━━━━━ Material provided ━━━━━

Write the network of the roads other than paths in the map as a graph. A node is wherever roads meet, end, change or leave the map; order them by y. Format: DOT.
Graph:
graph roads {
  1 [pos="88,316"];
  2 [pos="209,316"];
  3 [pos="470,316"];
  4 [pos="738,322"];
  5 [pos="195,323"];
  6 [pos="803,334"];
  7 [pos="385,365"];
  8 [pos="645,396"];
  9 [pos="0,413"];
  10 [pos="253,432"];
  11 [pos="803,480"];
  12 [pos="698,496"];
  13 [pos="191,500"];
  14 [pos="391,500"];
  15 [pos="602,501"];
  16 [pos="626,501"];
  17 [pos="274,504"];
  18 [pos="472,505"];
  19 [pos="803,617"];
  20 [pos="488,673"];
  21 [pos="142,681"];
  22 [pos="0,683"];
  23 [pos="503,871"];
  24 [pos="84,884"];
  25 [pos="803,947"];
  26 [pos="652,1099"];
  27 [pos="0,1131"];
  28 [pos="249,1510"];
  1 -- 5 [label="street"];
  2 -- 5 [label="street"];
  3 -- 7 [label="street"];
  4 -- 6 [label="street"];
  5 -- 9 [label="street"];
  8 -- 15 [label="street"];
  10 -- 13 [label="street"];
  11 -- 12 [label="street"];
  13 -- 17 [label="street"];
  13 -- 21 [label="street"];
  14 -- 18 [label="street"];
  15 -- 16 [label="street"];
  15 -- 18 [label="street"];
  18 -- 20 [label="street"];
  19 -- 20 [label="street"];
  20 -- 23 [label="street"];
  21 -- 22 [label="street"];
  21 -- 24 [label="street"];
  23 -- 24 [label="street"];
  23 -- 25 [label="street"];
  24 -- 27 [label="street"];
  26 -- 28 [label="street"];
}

━━━━━
━━━━━ Material provided ━━━━━

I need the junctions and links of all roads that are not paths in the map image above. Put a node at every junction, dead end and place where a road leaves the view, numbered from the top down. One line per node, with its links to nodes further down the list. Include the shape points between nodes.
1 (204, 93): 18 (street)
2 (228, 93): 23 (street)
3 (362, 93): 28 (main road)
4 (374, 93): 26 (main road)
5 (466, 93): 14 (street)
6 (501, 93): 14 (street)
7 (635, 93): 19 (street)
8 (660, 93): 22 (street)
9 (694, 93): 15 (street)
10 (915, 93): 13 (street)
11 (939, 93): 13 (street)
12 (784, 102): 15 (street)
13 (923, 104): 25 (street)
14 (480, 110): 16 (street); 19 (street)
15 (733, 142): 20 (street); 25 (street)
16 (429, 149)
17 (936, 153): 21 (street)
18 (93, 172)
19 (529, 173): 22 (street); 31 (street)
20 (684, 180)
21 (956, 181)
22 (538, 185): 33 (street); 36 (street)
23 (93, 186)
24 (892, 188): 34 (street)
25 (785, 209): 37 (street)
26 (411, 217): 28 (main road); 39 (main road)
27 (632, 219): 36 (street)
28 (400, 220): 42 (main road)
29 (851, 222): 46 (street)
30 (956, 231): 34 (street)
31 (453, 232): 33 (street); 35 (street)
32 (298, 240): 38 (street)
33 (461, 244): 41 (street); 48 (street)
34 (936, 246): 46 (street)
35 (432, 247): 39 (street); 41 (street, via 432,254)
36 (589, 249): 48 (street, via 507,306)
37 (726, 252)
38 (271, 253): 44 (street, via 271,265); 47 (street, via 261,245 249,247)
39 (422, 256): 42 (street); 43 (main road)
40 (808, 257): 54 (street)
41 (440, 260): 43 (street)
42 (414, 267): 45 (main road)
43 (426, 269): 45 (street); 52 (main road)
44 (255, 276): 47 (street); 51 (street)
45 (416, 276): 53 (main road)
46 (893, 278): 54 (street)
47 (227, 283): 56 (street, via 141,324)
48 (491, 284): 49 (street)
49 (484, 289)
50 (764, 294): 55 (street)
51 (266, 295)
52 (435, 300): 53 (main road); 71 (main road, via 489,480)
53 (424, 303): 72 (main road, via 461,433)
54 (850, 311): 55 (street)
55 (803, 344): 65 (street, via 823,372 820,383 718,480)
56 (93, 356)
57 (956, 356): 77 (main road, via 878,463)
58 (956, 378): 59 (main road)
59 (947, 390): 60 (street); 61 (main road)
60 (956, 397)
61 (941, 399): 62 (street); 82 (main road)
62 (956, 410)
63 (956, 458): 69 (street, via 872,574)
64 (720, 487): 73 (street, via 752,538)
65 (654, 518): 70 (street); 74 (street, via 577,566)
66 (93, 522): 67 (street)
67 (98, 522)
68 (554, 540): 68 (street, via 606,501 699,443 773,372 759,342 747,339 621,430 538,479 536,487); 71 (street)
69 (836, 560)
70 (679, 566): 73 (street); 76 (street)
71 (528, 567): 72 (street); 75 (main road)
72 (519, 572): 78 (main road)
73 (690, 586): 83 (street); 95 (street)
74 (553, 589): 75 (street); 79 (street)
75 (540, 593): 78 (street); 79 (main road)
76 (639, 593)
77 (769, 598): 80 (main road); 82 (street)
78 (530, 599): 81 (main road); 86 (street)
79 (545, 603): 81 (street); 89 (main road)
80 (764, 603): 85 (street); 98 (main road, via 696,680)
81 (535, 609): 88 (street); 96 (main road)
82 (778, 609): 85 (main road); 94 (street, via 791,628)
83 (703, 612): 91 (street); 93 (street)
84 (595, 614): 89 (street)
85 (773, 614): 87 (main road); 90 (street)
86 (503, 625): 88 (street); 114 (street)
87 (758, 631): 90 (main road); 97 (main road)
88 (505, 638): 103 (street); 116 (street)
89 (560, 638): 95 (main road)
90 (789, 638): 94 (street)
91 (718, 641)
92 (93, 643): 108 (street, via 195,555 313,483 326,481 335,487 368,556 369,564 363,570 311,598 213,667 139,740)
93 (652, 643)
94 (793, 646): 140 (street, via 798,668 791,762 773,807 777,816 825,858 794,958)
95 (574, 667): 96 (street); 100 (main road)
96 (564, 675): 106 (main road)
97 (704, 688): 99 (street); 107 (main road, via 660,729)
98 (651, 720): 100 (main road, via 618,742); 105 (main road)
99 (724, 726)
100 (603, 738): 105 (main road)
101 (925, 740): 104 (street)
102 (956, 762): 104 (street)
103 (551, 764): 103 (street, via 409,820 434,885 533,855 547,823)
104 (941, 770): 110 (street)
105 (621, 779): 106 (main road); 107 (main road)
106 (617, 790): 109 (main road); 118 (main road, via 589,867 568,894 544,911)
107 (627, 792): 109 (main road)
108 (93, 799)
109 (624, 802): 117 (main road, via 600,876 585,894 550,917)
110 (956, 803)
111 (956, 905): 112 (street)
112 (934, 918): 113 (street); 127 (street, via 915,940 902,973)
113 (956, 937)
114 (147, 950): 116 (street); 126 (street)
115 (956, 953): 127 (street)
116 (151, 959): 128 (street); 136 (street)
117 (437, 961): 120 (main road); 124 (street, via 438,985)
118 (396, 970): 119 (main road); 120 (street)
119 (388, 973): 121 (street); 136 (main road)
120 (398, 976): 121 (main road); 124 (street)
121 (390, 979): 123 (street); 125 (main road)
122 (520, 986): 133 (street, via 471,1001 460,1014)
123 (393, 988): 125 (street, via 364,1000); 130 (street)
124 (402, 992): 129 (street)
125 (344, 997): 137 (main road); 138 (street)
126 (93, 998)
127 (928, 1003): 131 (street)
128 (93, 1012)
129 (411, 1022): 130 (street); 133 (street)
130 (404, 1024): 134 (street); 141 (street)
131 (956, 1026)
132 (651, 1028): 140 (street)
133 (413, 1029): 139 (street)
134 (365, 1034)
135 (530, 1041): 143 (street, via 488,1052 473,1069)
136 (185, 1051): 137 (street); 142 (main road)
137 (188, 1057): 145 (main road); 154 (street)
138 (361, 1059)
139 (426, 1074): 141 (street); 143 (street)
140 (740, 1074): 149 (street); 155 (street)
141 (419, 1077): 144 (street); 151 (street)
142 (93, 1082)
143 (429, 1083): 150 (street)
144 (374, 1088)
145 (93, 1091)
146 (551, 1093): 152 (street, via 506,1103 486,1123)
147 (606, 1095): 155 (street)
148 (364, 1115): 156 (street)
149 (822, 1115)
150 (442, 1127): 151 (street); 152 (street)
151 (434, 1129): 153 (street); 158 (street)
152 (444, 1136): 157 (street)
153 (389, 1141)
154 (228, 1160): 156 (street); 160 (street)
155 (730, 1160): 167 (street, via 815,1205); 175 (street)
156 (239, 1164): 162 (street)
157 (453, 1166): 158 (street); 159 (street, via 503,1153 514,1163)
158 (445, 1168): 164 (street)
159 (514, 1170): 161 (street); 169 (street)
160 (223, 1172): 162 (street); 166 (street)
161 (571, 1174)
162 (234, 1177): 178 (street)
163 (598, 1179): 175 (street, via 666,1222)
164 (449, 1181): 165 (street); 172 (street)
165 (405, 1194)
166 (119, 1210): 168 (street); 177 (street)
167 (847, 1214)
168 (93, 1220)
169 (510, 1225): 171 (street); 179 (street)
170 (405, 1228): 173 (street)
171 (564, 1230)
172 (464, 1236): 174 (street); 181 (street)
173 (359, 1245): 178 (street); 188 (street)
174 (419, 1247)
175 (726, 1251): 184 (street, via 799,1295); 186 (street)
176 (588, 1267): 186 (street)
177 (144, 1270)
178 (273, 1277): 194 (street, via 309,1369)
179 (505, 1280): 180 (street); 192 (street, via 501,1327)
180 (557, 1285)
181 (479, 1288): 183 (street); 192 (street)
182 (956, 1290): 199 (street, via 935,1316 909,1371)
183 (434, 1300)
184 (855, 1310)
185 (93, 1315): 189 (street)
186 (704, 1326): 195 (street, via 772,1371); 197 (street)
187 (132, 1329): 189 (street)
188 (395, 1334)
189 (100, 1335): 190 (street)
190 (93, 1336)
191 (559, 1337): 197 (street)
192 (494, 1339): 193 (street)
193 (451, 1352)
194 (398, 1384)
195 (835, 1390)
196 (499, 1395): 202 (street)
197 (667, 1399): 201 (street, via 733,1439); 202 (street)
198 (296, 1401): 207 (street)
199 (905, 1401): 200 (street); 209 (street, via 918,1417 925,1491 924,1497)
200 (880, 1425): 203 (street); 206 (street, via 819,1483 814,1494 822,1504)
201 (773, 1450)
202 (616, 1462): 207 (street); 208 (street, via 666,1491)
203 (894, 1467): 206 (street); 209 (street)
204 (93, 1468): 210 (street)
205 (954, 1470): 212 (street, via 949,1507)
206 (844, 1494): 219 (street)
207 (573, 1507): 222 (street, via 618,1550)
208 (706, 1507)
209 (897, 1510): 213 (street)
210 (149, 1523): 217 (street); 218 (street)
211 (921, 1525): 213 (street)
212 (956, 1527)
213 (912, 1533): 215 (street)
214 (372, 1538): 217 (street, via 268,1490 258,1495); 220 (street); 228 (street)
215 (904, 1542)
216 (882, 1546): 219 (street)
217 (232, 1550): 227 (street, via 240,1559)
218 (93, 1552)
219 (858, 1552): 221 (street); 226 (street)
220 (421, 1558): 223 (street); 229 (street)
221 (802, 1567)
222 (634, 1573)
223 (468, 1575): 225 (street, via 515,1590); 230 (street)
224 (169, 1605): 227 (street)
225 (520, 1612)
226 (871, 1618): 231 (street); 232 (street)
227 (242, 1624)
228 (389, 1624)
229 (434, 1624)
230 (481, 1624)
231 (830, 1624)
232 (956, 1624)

━━━━━
━━━━━ Material provided ━━━━━

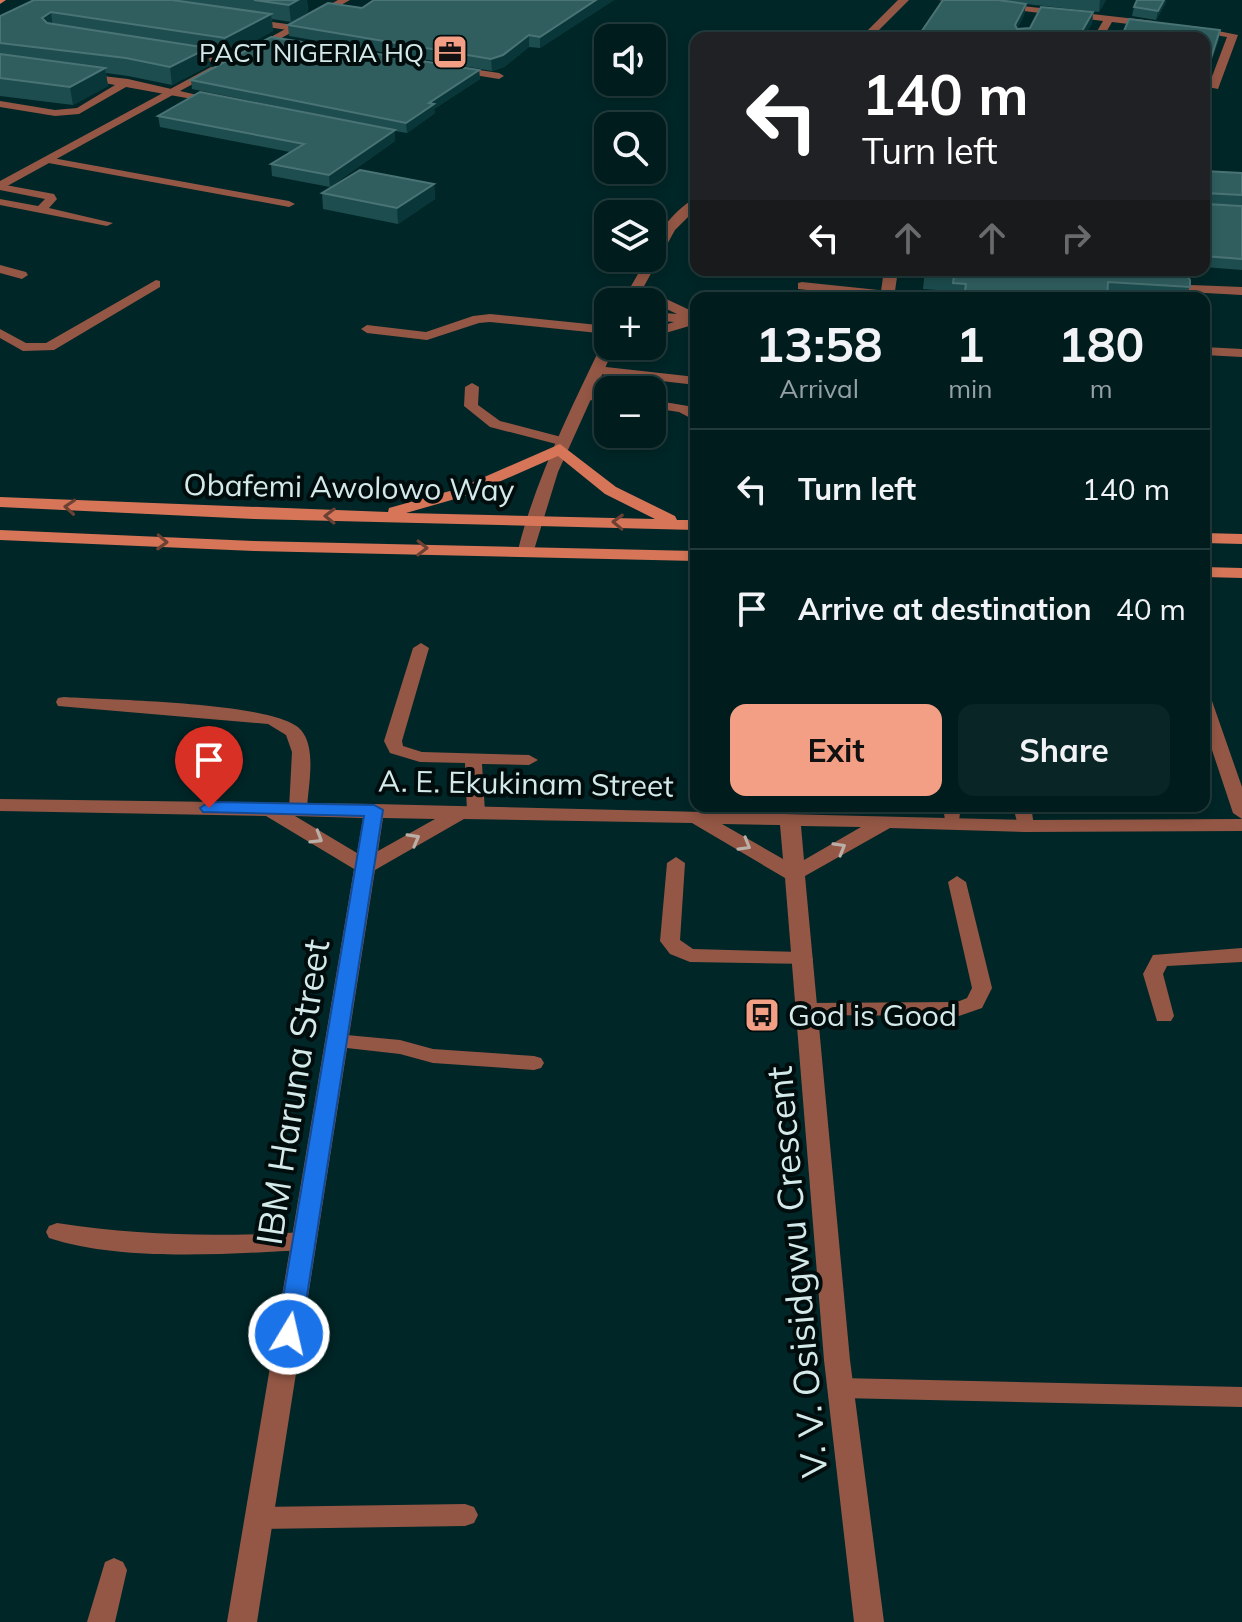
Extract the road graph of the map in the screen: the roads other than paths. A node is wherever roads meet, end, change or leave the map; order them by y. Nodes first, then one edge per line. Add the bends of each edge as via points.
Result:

━━━━━

Within the listing, how many lines include the string "them"? Supply the number and no further words.

2